## Data provided
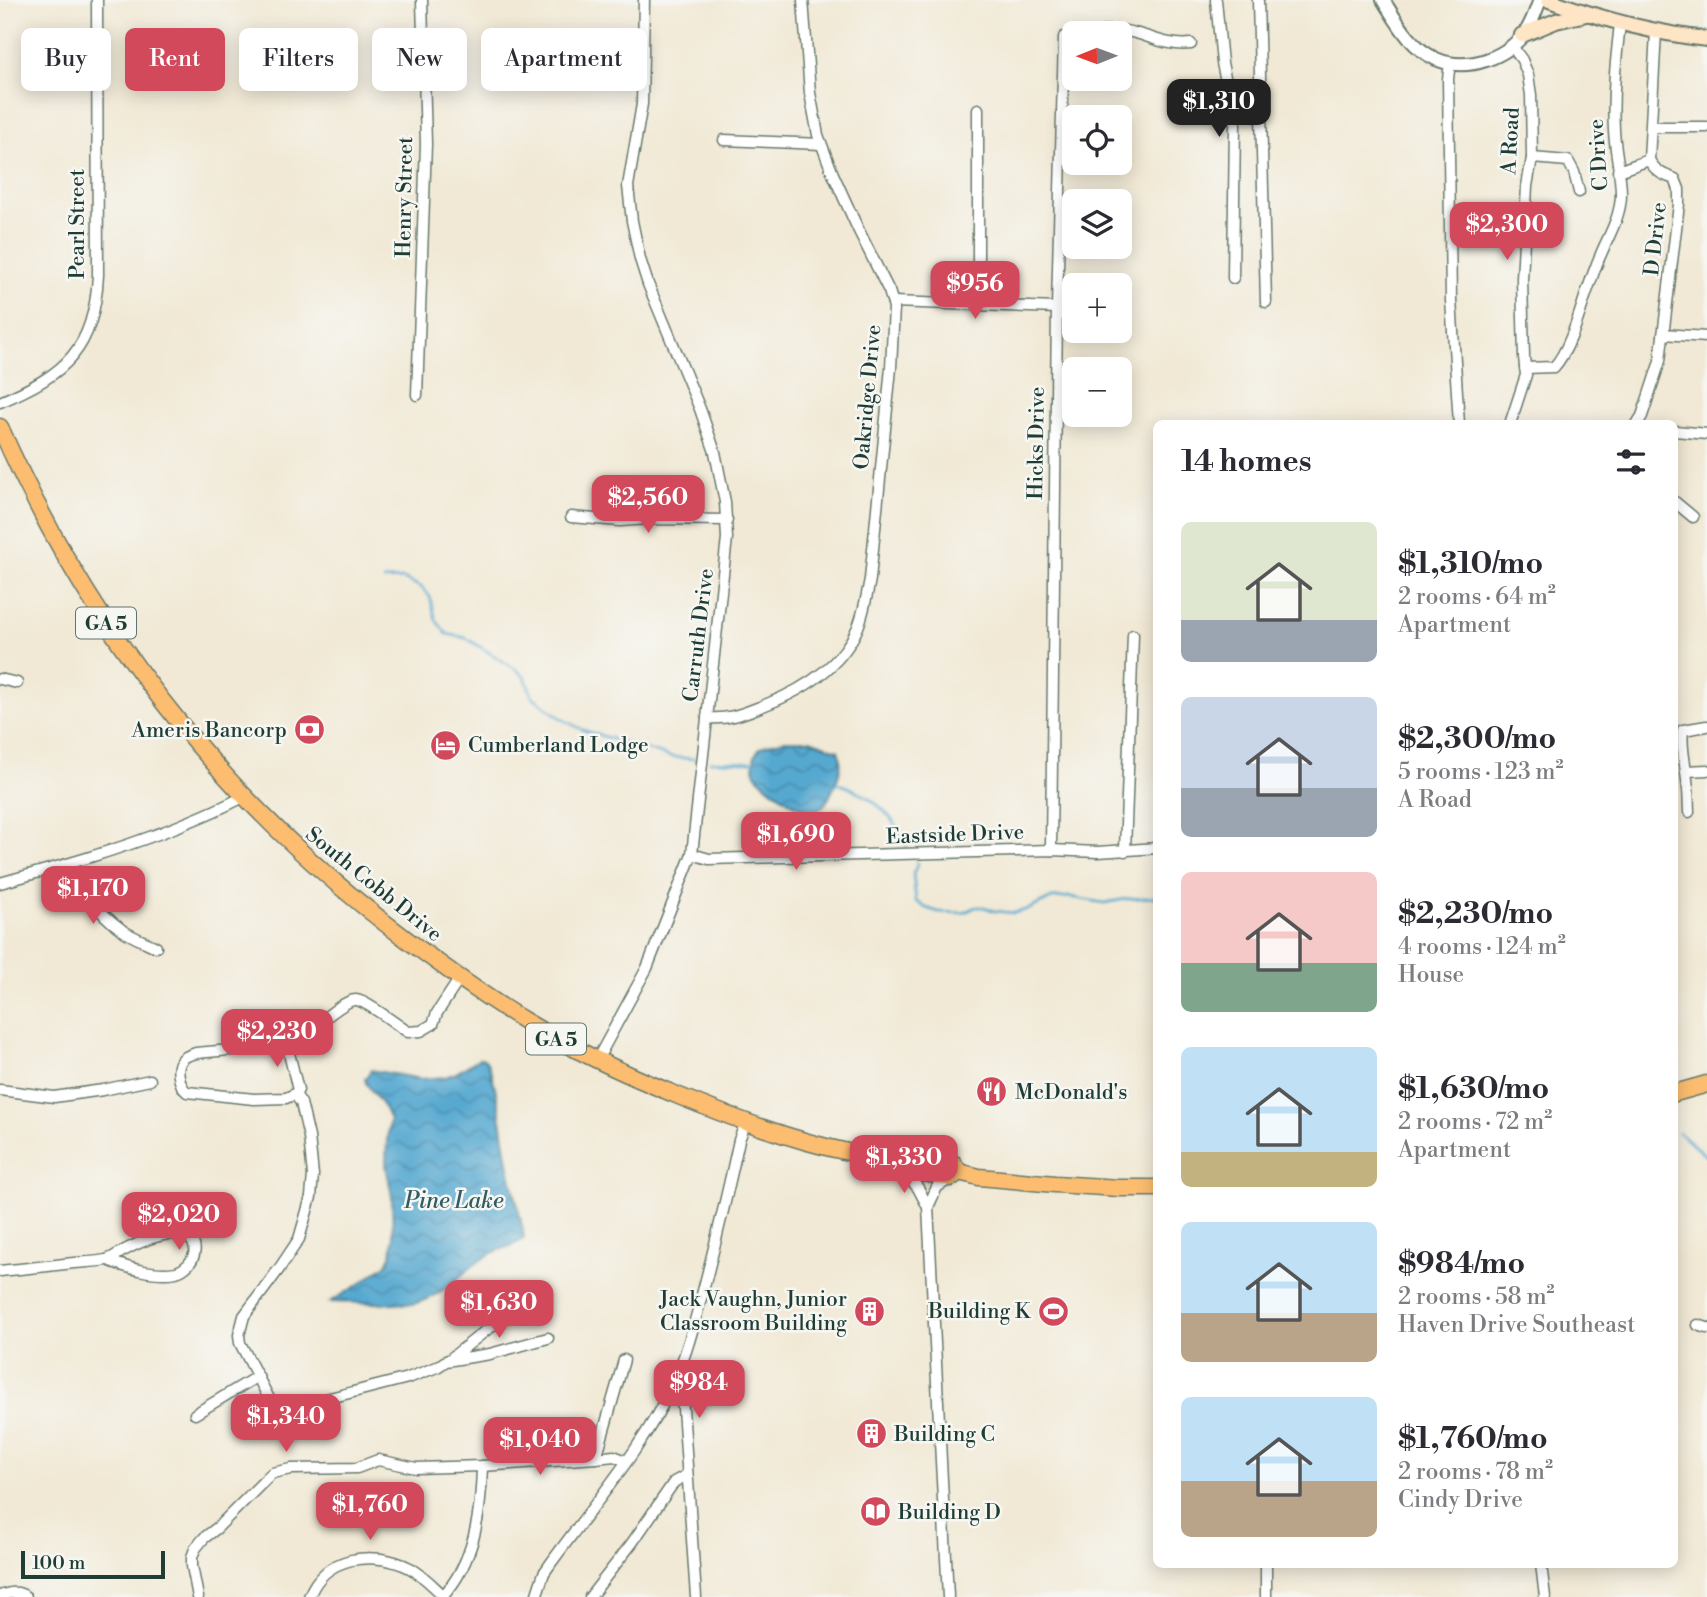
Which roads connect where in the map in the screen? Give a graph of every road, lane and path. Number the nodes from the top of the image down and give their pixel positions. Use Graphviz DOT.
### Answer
graph roads {
  1 [pos="97,0"];
  2 [pos="422,0"];
  3 [pos="645,0"];
  4 [pos="803,0"];
  5 [pos="1216,0"];
  6 [pos="1258,0"];
  7 [pos="1383,0"];
  8 [pos="1540,0"];
  9 [pos="1549,0"];
  10 [pos="1586,14"];
  11 [pos="1620,24"];
  12 [pos="1132,32"];
  13 [pos="1656,32"];
  14 [pos="1707,40"];
  15 [pos="1517,41"];
  16 [pos="1191,44"];
  17 [pos="1450,63"];
  18 [pos="1067,91"];
  19 [pos="978,108"];
  20 [pos="1652,127"];
  21 [pos="1707,127"];
  22 [pos="724,140"];
  23 [pos="821,144"];
  24 [pos="1532,158"];
  25 [pos="1650,160"];
  26 [pos="1618,171"];
  27 [pos="1579,192"];
  28 [pos="1233,278"];
  29 [pos="893,302"];
  30 [pos="1266,302"];
  31 [pos="978,305"];
  32 [pos="1057,308"];
  33 [pos="1663,334"];
  34 [pos="1707,337"];
  35 [pos="1525,368"];
  36 [pos="417,394"];
  37 [pos="0,402"];
  38 [pos="1459,420"];
  39 [pos="1511,420"];
  40 [pos="1641,420"];
  41 [pos="0,427"];
  42 [pos="1678,431"];
  43 [pos="1707,434"];
  44 [pos="1678,504"];
  45 [pos="571,517"];
  46 [pos="1693,517"];
  47 [pos="727,520"];
  48 [pos="1133,635"];
  49 [pos="0,679"];
  50 [pos="17,683"];
  51 [pos="707,718"];
  52 [pos="1707,726"];
  53 [pos="1707,770"];
  54 [pos="1686,771"];
  55 [pos="245,796"];
  56 [pos="1689,812"];
  57 [pos="1153,848"];
  58 [pos="1051,850"];
  59 [pos="1125,851"];
  60 [pos="692,854"];
  61 [pos="68,864"];
  62 [pos="0,883"];
  63 [pos="156,947"];
  64 [pos="460,978"];
  65 [pos="287,1045"];
  66 [pos="597,1060"];
  67 [pos="150,1080"];
  68 [pos="1707,1084"];
  69 [pos="0,1090"];
  70 [pos="1678,1092"];
  71 [pos="295,1094"];
  72 [pos="746,1122"];
  73 [pos="898,1164"];
  74 [pos="955,1175"];
  75 [pos="1153,1188"];
  76 [pos="928,1208"];
  77 [pos="108,1260"];
  78 [pos="0,1271"];
  79 [pos="541,1298"];
  80 [pos="548,1338"];
  81 [pos="624,1360"];
  82 [pos="446,1361"];
  83 [pos="258,1376"];
  84 [pos="675,1381"];
  85 [pos="195,1414"];
  86 [pos="596,1458"];
  87 [pos="626,1461"];
  88 [pos="482,1466"];
  89 [pos="687,1475"];
  90 [pos="1266,1568"];
  91 [pos="1541,1568"];
  92 [pos="0,1596"];
  93 [pos="443,1596"];
  94 [pos="26,1597"];
  95 [pos="198,1597"];
  96 [pos="309,1597"];
  97 [pos="536,1597"];
  98 [pos="590,1597"];
  99 [pos="696,1597"];
  100 [pos="948,1597"];
  101 [pos="1266,1597"];
  102 [pos="1545,1597"];
  1 -- 37 [label="street, Pearl Street"];
  2 -- 36 [label="street, Henry Street"];
  3 -- 47 [label="street, Carruth Drive"];
  4 -- 23 [label="street, Oakridge Drive"];
  5 -- 28 [label="street"];
  6 -- 30 [label="street"];
  7 -- 17 [label="street"];
  8 -- 15 [label="street"];
  9 -- 10 [label="main road"];
  10 -- 11 [label="main road"];
  10 -- 15 [label="main road"];
  11 -- 13 [label="main road"];
  11 -- 26 [label="street, C Drive"];
  12 -- 16 [label="street"];
  13 -- 14 [label="main road"];
  13 -- 20 [label="street"];
  15 -- 17 [label="street"];
  15 -- 24 [label="street, A Road"];
  17 -- 38 [label="street"];
  18 -- 32 [label="street, Hicks Drive"];
  19 -- 31 [label="street"];
  20 -- 21 [label="street"];
  20 -- 25 [label="street"];
  22 -- 23 [label="street"];
  23 -- 29 [label="street, Oakridge Drive"];
  24 -- 27 [label="street"];
  24 -- 35 [label="street, A Road"];
  25 -- 26 [label="street"];
  25 -- 33 [label="street, D Drive"];
  26 -- 35 [label="street, C Drive"];
  29 -- 31 [label="street"];
  29 -- 51 [label="street, Oakridge Drive"];
  31 -- 32 [label="street"];
  32 -- 58 [label="street, Hicks Drive"];
  33 -- 34 [label="street"];
  33 -- 40 [label="street, D Drive"];
  35 -- 39 [label="street, A Road"];
  41 -- 55 [label="main road, South Cobb Drive / GA 5"];
  42 -- 43 [label="street"];
  44 -- 46 [label="street"];
  45 -- 47 [label="street"];
  47 -- 51 [label="street, Carruth Drive"];
  48 -- 59 [label="street"];
  49 -- 50 [label="street"];
  51 -- 60 [label="street, Carruth Drive"];
  52 -- 54 [label="street"];
  53 -- 54 [label="street"];
  54 -- 56 [label="street"];
  55 -- 61 [label="street"];
  55 -- 64 [label="main road, South Cobb Drive / GA 5"];
  57 -- 59 [label="street, Eastside Drive"];
  58 -- 59 [label="street, Eastside Drive"];
  58 -- 60 [label="street, Eastside Drive"];
  60 -- 66 [label="street, Carruth Drive"];
  61 -- 62 [label="street"];
  61 -- 63 [label="street"];
  64 -- 65 [label="street"];
  64 -- 66 [label="main road, South Cobb Drive / GA 5"];
  65 -- 71 [label="street"];
  65 -- 71 [label="street"];
  66 -- 72 [label="main road, South Cobb Drive / GA 5"];
  67 -- 69 [label="street"];
  68 -- 70 [label="main road"];
  71 -- 83 [label="street"];
  72 -- 73 [label="main road, South Cobb Drive / GA 5"];
  72 -- 84 [label="street"];
  73 -- 74 [label="main road, South Cobb Drive / GA 5"];
  73 -- 76 [label="street"];
  74 -- 75 [label="main road, South Cobb Drive / GA 5"];
  74 -- 76 [label="street"];
  76 -- 100 [label="street"];
  77 -- 77 [label="street"];
  77 -- 78 [label="street"];
  79 -- 82 [label="street"];
  80 -- 82 [label="street"];
  81 -- 86 [label="street"];
  82 -- 83 [label="street"];
  83 -- 85 [label="street"];
  84 -- 87 [label="street"];
  84 -- 89 [label="street"];
  86 -- 87 [label="street"];
  86 -- 88 [label="street"];
  87 -- 97 [label="street"];
  88 -- 93 [label="street"];
  88 -- 95 [label="street"];
  89 -- 98 [label="street"];
  89 -- 99 [label="street"];
  90 -- 101 [label="street"];
  91 -- 102 [label="street"];
  92 -- 94 [label="street"];
  93 -- 96 [label="street"];
}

## Aim of the task
Give an exact copy of the listing above that leaves out every picture.

## Written solution
Which roads connect where in the map in the screen? Give a graph of every road, lane and path. Number the nodes from the top of the image down and give their pixel positions. Use Graphviz DOT.
### Answer
graph roads {
  1 [pos="97,0"];
  2 [pos="422,0"];
  3 [pos="645,0"];
  4 [pos="803,0"];
  5 [pos="1216,0"];
  6 [pos="1258,0"];
  7 [pos="1383,0"];
  8 [pos="1540,0"];
  9 [pos="1549,0"];
  10 [pos="1586,14"];
  11 [pos="1620,24"];
  12 [pos="1132,32"];
  13 [pos="1656,32"];
  14 [pos="1707,40"];
  15 [pos="1517,41"];
  16 [pos="1191,44"];
  17 [pos="1450,63"];
  18 [pos="1067,91"];
  19 [pos="978,108"];
  20 [pos="1652,127"];
  21 [pos="1707,127"];
  22 [pos="724,140"];
  23 [pos="821,144"];
  24 [pos="1532,158"];
  25 [pos="1650,160"];
  26 [pos="1618,171"];
  27 [pos="1579,192"];
  28 [pos="1233,278"];
  29 [pos="893,302"];
  30 [pos="1266,302"];
  31 [pos="978,305"];
  32 [pos="1057,308"];
  33 [pos="1663,334"];
  34 [pos="1707,337"];
  35 [pos="1525,368"];
  36 [pos="417,394"];
  37 [pos="0,402"];
  38 [pos="1459,420"];
  39 [pos="1511,420"];
  40 [pos="1641,420"];
  41 [pos="0,427"];
  42 [pos="1678,431"];
  43 [pos="1707,434"];
  44 [pos="1678,504"];
  45 [pos="571,517"];
  46 [pos="1693,517"];
  47 [pos="727,520"];
  48 [pos="1133,635"];
  49 [pos="0,679"];
  50 [pos="17,683"];
  51 [pos="707,718"];
  52 [pos="1707,726"];
  53 [pos="1707,770"];
  54 [pos="1686,771"];
  55 [pos="245,796"];
  56 [pos="1689,812"];
  57 [pos="1153,848"];
  58 [pos="1051,850"];
  59 [pos="1125,851"];
  60 [pos="692,854"];
  61 [pos="68,864"];
  62 [pos="0,883"];
  63 [pos="156,947"];
  64 [pos="460,978"];
  65 [pos="287,1045"];
  66 [pos="597,1060"];
  67 [pos="150,1080"];
  68 [pos="1707,1084"];
  69 [pos="0,1090"];
  70 [pos="1678,1092"];
  71 [pos="295,1094"];
  72 [pos="746,1122"];
  73 [pos="898,1164"];
  74 [pos="955,1175"];
  75 [pos="1153,1188"];
  76 [pos="928,1208"];
  77 [pos="108,1260"];
  78 [pos="0,1271"];
  79 [pos="541,1298"];
  80 [pos="548,1338"];
  81 [pos="624,1360"];
  82 [pos="446,1361"];
  83 [pos="258,1376"];
  84 [pos="675,1381"];
  85 [pos="195,1414"];
  86 [pos="596,1458"];
  87 [pos="626,1461"];
  88 [pos="482,1466"];
  89 [pos="687,1475"];
  90 [pos="1266,1568"];
  91 [pos="1541,1568"];
  92 [pos="0,1596"];
  93 [pos="443,1596"];
  94 [pos="26,1597"];
  95 [pos="198,1597"];
  96 [pos="309,1597"];
  97 [pos="536,1597"];
  98 [pos="590,1597"];
  99 [pos="696,1597"];
  100 [pos="948,1597"];
  101 [pos="1266,1597"];
  102 [pos="1545,1597"];
  1 -- 37 [label="street, Pearl Street"];
  2 -- 36 [label="street, Henry Street"];
  3 -- 47 [label="street, Carruth Drive"];
  4 -- 23 [label="street, Oakridge Drive"];
  5 -- 28 [label="street"];
  6 -- 30 [label="street"];
  7 -- 17 [label="street"];
  8 -- 15 [label="street"];
  9 -- 10 [label="main road"];
  10 -- 11 [label="main road"];
  10 -- 15 [label="main road"];
  11 -- 13 [label="main road"];
  11 -- 26 [label="street, C Drive"];
  12 -- 16 [label="street"];
  13 -- 14 [label="main road"];
  13 -- 20 [label="street"];
  15 -- 17 [label="street"];
  15 -- 24 [label="street, A Road"];
  17 -- 38 [label="street"];
  18 -- 32 [label="street, Hicks Drive"];
  19 -- 31 [label="street"];
  20 -- 21 [label="street"];
  20 -- 25 [label="street"];
  22 -- 23 [label="street"];
  23 -- 29 [label="street, Oakridge Drive"];
  24 -- 27 [label="street"];
  24 -- 35 [label="street, A Road"];
  25 -- 26 [label="street"];
  25 -- 33 [label="street, D Drive"];
  26 -- 35 [label="street, C Drive"];
  29 -- 31 [label="street"];
  29 -- 51 [label="street, Oakridge Drive"];
  31 -- 32 [label="street"];
  32 -- 58 [label="street, Hicks Drive"];
  33 -- 34 [label="street"];
  33 -- 40 [label="street, D Drive"];
  35 -- 39 [label="street, A Road"];
  41 -- 55 [label="main road, South Cobb Drive / GA 5"];
  42 -- 43 [label="street"];
  44 -- 46 [label="street"];
  45 -- 47 [label="street"];
  47 -- 51 [label="street, Carruth Drive"];
  48 -- 59 [label="street"];
  49 -- 50 [label="street"];
  51 -- 60 [label="street, Carruth Drive"];
  52 -- 54 [label="street"];
  53 -- 54 [label="street"];
  54 -- 56 [label="street"];
  55 -- 61 [label="street"];
  55 -- 64 [label="main road, South Cobb Drive / GA 5"];
  57 -- 59 [label="street, Eastside Drive"];
  58 -- 59 [label="street, Eastside Drive"];
  58 -- 60 [label="street, Eastside Drive"];
  60 -- 66 [label="street, Carruth Drive"];
  61 -- 62 [label="street"];
  61 -- 63 [label="street"];
  64 -- 65 [label="street"];
  64 -- 66 [label="main road, South Cobb Drive / GA 5"];
  65 -- 71 [label="street"];
  65 -- 71 [label="street"];
  66 -- 72 [label="main road, South Cobb Drive / GA 5"];
  67 -- 69 [label="street"];
  68 -- 70 [label="main road"];
  71 -- 83 [label="street"];
  72 -- 73 [label="main road, South Cobb Drive / GA 5"];
  72 -- 84 [label="street"];
  73 -- 74 [label="main road, South Cobb Drive / GA 5"];
  73 -- 76 [label="street"];
  74 -- 75 [label="main road, South Cobb Drive / GA 5"];
  74 -- 76 [label="street"];
  76 -- 100 [label="street"];
  77 -- 77 [label="street"];
  77 -- 78 [label="street"];
  79 -- 82 [label="street"];
  80 -- 82 [label="street"];
  81 -- 86 [label="street"];
  82 -- 83 [label="street"];
  83 -- 85 [label="street"];
  84 -- 87 [label="street"];
  84 -- 89 [label="street"];
  86 -- 87 [label="street"];
  86 -- 88 [label="street"];
  87 -- 97 [label="street"];
  88 -- 93 [label="street"];
  88 -- 95 [label="street"];
  89 -- 98 [label="street"];
  89 -- 99 [label="street"];
  90 -- 101 [label="street"];
  91 -- 102 [label="street"];
  92 -- 94 [label="street"];
  93 -- 96 [label="street"];
}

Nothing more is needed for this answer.